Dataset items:
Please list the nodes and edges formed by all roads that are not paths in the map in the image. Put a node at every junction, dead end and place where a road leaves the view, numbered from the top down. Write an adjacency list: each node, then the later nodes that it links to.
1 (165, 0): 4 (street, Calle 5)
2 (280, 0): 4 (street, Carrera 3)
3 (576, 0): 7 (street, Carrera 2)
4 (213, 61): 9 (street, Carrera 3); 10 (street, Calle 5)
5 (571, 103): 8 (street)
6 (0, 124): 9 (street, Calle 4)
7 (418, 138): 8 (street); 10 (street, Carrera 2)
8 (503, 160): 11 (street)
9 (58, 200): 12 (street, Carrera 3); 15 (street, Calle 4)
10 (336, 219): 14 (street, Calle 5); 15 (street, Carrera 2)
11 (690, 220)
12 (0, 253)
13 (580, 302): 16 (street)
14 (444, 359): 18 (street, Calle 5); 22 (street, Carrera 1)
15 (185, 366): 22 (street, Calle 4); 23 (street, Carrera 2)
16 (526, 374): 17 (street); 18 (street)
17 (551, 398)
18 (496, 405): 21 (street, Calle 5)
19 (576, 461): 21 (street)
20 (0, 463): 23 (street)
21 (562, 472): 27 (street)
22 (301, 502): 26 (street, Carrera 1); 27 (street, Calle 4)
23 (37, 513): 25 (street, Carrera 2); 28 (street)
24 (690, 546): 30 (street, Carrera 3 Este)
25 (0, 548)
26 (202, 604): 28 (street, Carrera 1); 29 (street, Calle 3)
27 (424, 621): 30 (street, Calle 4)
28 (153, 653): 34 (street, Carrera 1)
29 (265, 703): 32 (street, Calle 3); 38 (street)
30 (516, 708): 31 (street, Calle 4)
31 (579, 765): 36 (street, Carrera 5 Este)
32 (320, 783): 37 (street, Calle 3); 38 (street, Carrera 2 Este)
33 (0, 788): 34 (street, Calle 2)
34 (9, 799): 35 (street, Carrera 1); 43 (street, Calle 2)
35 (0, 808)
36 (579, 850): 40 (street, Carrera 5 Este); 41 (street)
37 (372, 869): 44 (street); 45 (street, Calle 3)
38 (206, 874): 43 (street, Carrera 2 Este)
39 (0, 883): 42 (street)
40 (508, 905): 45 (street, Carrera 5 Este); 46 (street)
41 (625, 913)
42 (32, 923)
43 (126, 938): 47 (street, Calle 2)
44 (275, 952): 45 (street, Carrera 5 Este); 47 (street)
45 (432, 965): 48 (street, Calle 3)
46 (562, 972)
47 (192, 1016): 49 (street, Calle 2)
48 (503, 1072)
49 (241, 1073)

→ Exercise brief: Counting only lines that contain the word "Este", how many are there in the records above? Give the number alone.

→ Your response: 7